Reserva and SingleStore

This post presents Reserva, an experimental open-source central bank digital currency (CDBC) based on SingleStore.

I chose SingleStore for this project for several reasons, the main ones being:

Its ability to mix row store and column store tables in the same database gives you the ability to do hybrid transaction / analytical processing (HTAP)
Its first class support for sharding makes it easy to scale horizontally and achieve extremely high transaction throughput
Its nature as a multi model storage engine gives you the flexibility to store a variety of data types

First we will discuss Reserva's design decisions, then explain the technical implementation, and last show how to use Reserva and review its performance characteristics.

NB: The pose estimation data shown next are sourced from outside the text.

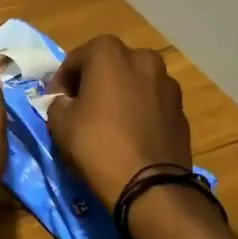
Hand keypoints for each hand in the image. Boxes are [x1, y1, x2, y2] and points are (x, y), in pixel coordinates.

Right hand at [44, 36, 190, 205]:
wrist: (150, 185)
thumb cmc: (97, 144)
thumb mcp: (59, 123)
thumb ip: (58, 103)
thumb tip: (67, 103)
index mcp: (110, 53)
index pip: (75, 59)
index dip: (61, 81)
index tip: (56, 102)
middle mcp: (143, 59)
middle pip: (110, 65)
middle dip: (94, 81)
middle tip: (81, 106)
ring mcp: (167, 84)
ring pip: (134, 82)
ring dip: (120, 94)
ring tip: (108, 121)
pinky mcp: (181, 110)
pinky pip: (152, 103)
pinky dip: (139, 111)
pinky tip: (130, 134)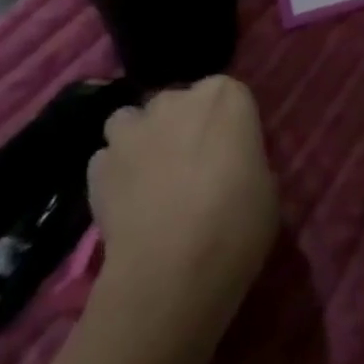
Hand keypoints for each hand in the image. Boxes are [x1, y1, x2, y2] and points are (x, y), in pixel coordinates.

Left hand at [88, 77, 278, 337]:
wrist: (173, 269)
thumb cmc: (238, 220)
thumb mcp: (266, 185)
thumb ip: (246, 160)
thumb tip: (233, 166)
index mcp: (226, 96)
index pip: (229, 94)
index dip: (229, 124)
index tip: (233, 151)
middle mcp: (176, 100)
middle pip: (178, 102)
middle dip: (182, 124)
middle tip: (195, 165)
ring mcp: (131, 131)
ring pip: (133, 122)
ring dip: (141, 140)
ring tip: (153, 177)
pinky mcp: (97, 167)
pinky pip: (107, 159)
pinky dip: (115, 173)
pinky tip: (128, 201)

The code for this project is available in the following git repository:

‍https://github.com/calmitchell617/reserva

Reserva's design decisions

Reserva's design was influenced by the following documents / books on CBDCs:

Particular attention was payed to Technical possibilities for a U.S. Central Bank Digital Currency, because it is an official document from the US government outlining what they believe to be the key technical decisions that should be taken into account when building a CBDC. Let's discuss a few of those big decisions.

Permissions

In my opinion, the most fundamental question when starting to build a CBDC is who will have access to the system. The US government has this to say about the topic:

A CBDC system could either be managed by a set of trusted entities ("permissioned") or by a network of system participants ("permissionless"), or some combination of the two. This design choice does not assume the use of distributed ledger technology, but rather focuses on the governance structure of the system regardless of the technology used. In environments without trusted entities, permissionless systems often trade efficiency or other design features to potentially permit transactions to settle without established counterparty trust relationships or trusted third parties. By contrast, we assume that a U.S. CBDC system will rely on one or more trusted entities, such as the Federal Reserve.

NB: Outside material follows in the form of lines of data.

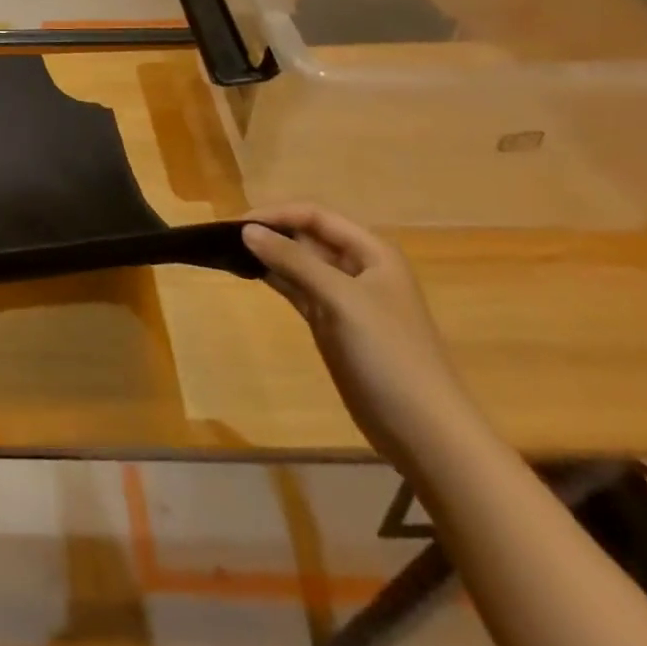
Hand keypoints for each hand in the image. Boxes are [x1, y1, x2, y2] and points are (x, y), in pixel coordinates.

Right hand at [243, 205, 480, 468]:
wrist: (424, 431)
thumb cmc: (389, 355)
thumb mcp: (341, 299)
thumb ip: (293, 260)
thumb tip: (246, 229)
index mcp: (372, 252)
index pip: (315, 216)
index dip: (276, 214)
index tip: (234, 224)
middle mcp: (358, 268)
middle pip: (305, 235)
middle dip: (269, 232)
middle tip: (223, 238)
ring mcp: (343, 297)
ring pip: (297, 261)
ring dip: (267, 254)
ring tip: (226, 251)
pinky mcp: (330, 322)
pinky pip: (296, 287)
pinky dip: (272, 277)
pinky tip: (246, 273)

To simplify, they are acknowledging that a permissionless system has certain benefits that allow parties to make transactions without needing a trusted third party. However, they come right out and say that they think any US CBDC will have at least one trusted party (the Federal Reserve), and maybe many more. My best guess is that when policy makers eventually decide to move forward with creating a CBDC, they will probably establish a system where certain vetted third parties (probably commercial banks) can access the system and other participants access the network through those pre-vetted players.

Because of this, Reserva's data model in SingleStore assumes commercial banks will be the users of the system, who would provision access to the network by developing their own front end client applications.

User Interface

Reserva's interface to the rest of the world is a JSON API with role based access control (RBAC). I have aspirations to build an internal admin UI, but for now, administration is also done through the API. As stated before, commercial banks would be the users of the system, who will have expertise developing against such APIs. They will have the following routes to work with:

// Banks
POST /v1/banks
GET /v1/banks/:username

// Accounts
POST /v1/accounts
GET /v1/accounts/:id
PATCH /v1/accounts/frozen
PATCH /v1/accounts/metadata
PATCH /v1/accounts/change_money_supply

// Transfers
POST /v1/transfers

// Authentication
POST /v1/tokens/authentication

// Utility
GET /v1/healthcheck

These routes are documented in the git repo's README.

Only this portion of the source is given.